Light Compliant Kubernetes Renderings
Some users have requested a Compliant Kubernetes workload cluster, but with external container registry or logging solution. Compliant Kubernetes needs to be revised to facilitate this.
Compliant Managed Services on top of Compliant Kubernetes
With improved support for stateful applications and operators in Kubernetes, it is now possible to offer managed services on top of Kubernetes. Said services should reduce compliance burden, hence building them on top of Compliant Kubernetes is natural. The following managed services are envisioned:
- Managed Container Registry (e.g., Harbor);
- Managed Database (e.g., MariaDB, MySQL, PostgreSQL);
- Managed Message Queues (e.g., NATS, Kafka);
- Managed Caches (e.g., Redis);
- Managed Logging (e.g., Elasticsearch).
Some business continuity policies may require redundancy across regions. It should be able to run Compliant Kubernetes across regions of a cloud provider.

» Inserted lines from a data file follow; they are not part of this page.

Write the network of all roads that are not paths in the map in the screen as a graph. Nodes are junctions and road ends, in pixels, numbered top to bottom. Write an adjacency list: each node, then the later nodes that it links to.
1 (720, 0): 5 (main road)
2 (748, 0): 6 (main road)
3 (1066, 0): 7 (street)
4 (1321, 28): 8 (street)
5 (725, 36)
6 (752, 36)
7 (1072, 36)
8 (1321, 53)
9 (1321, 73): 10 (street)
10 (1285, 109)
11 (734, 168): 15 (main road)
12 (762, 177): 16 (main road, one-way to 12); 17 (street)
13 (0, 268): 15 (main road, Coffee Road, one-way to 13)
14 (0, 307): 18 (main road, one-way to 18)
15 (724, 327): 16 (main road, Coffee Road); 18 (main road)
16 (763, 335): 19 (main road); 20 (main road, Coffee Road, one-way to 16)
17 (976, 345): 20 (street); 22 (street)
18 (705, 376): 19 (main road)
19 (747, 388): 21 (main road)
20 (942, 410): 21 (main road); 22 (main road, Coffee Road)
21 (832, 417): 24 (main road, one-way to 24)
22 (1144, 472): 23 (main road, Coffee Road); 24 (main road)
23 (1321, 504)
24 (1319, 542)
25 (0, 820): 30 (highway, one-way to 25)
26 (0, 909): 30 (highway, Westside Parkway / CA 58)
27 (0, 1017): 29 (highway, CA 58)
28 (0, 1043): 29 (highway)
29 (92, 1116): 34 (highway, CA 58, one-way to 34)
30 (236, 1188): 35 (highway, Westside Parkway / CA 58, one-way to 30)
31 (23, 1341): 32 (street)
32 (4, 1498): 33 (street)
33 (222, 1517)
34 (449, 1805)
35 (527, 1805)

Google Cloud Platform Support
Some users want to run Compliant Kubernetes both on-prem and on a public cloud provider, while getting the same "look and feel". Compliant Kubernetes should be ported to Google Cloud Platform, without relying on specific Google services (e.g., GKE, IAM, etc.).
Right now, one service cluster is required for each workload cluster. In the future, we want to relax this requirement, so as to use a single service cluster for multiple workload clusters.
Cloud-Agnostic Storage and Load Balancing
Some smaller cloud providers do not provide storage or load balancing that Kubernetes can build on. Compliant Kubernetes should offer its own, optional storage or load balancing if the underlying cloud provider does not have the required features.